One of the things fundies are alert for, to the extent of hypervigilance, is dissent within the ranks. We were roundly and consistently punished for "passive resistance", a wonderful category of crime because all you had to do was THINK the wrong way, and if your body betrayed you, you were caught.
My sister was punished for rolling her eyes during a lecture about how the Devil uses songs like "Stairway to Heaven" to lead people into Hell. I was punished for twisting hands and leg trembling. All passive resistance.
That teacher will NOT be allowed to express a dissenting view in the classroom. I am pretty sure he unburdens his doubts to this friends because he has learned to keep his mouth good and shut around his community.
Not all fundies are alike but many in rural/survivalist communities are absolutely cults of the worst order. I think the only way to combat them is to make sure the children being raised in them are exposed to a normal environment at least a few hours a day, so that they can function when they leave. That's why I think that in America, mandatory public school education is a must to prevent somebody like Mike Huckabee from becoming President in the future.
To make this possible, complete overhaul and massive funding of public schools should be a priority, to turn them into world class institutions instead of the ghetto warehouses for the minority kids who couldn't flee to suburbs--which they often are now. Their well-being should not be tied to property taxes. Lots of things. But those damn schools are our only hope.

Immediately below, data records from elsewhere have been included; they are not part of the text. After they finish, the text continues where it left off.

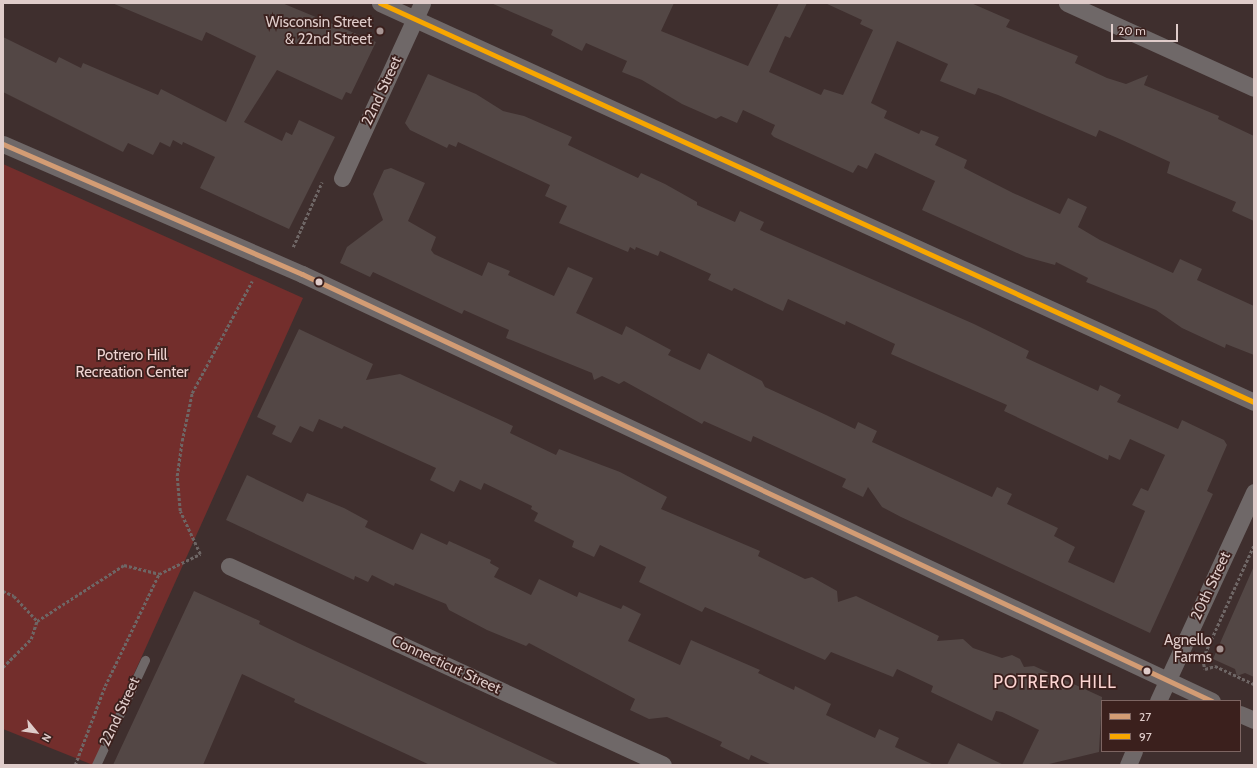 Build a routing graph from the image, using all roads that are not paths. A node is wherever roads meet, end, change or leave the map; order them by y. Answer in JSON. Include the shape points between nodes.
{"nodes":[{"id":1,"x":380,"y":3,"type":"edge"},
{"id":2,"x":422,"y":3,"type":"edge"},
{"id":3,"x":1067,"y":3,"type":"edge"},
{"id":4,"x":415,"y":19,"type":"junction"},
{"id":5,"x":1254,"y":88,"type":"edge"},
{"id":6,"x":3,"y":144,"type":"edge"},
{"id":7,"x":342,"y":178,"type":"dead end"},
{"id":8,"x":1254,"y":402,"type":"edge"},
{"id":9,"x":1254,"y":492,"type":"edge"},
{"id":10,"x":229,"y":566,"type":"dead end"},
{"id":11,"x":145,"y":660,"type":"dead end"},
{"id":12,"x":1167,"y":681,"type":"junction"},
{"id":13,"x":1158,"y":700,"type":"edge"},
{"id":14,"x":1210,"y":700,"type":"edge"},
{"id":15,"x":1241,"y":714,"type":"edge"},
{"id":16,"x":1254,"y":720,"type":"edge"},
{"id":17,"x":1134,"y":752,"type":"edge"},
{"id":18,"x":96,"y":765,"type":"edge"},
{"id":19,"x":663,"y":765,"type":"edge"},
{"id":20,"x":1128,"y":765,"type":"edge"}],
"edges":[{"from":1,"to":4,"type":"street"},
{"from":2,"to":4,"type":"street","name":"22nd Street"},
{"from":3,"to":5,"type":"street"},
{"from":4,"to":7,"type":"street","name":"22nd Street"},
{"from":4,"to":8,"type":"street"},
{"from":6,"to":12,"type":"street","via":[[302,274]]},
{"from":9,"to":12,"type":"street","name":"20th Street"},
{"from":10,"to":19,"type":"street","name":"Connecticut Street"},
{"from":11,"to":18,"type":"lane","name":"22nd Street"},
{"from":12,"to":13,"type":"street","name":"20th Street"},
{"from":12,"to":14,"type":"street"},
{"from":15,"to":16,"type":"street"},
{"from":17,"to":20,"type":"street"}]}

I can think of another country where public education became ghettoized and largely failed--Pakistan. Soon there was a significant rich, privately schooled and poor, barely literate divide. The poor parents turned to religious schools to close the gap--mosque schools known to the West as madrassahs. The rest, the Taliban and political instability and Pakistan on the verge of failing as a state, is history. The beautiful and formerly Buddhist mountain area of Swat and Chitral is now under the Taliban's sway. Children are dying of polio there because Allah doesn't like the polio vaccine. All of this relates pretty directly to the failure of good universal education in Pakistan.
For God's sake wake up people. This could happen in America. Pastor Hagee has thousands of followers and homeschoolers are building their own colleges to keep the bubble around their young robots. Fundies have come a long way since the 1970s, when they couldn't even dream of fielding a candidate like Huckabee who could actually win any state.
Wake up. These fuckers are out to get us, and they have got a pretty good plan. But if they can't brainwash the next generation, they won't win. If they can't keep people in ignorance, they won't win.
Mandatory public schooling. No one has a right to abuse their children to advance a pernicious political ideology disguised as a religion. Nobody, whether they call themselves the Taliban or the Baptists.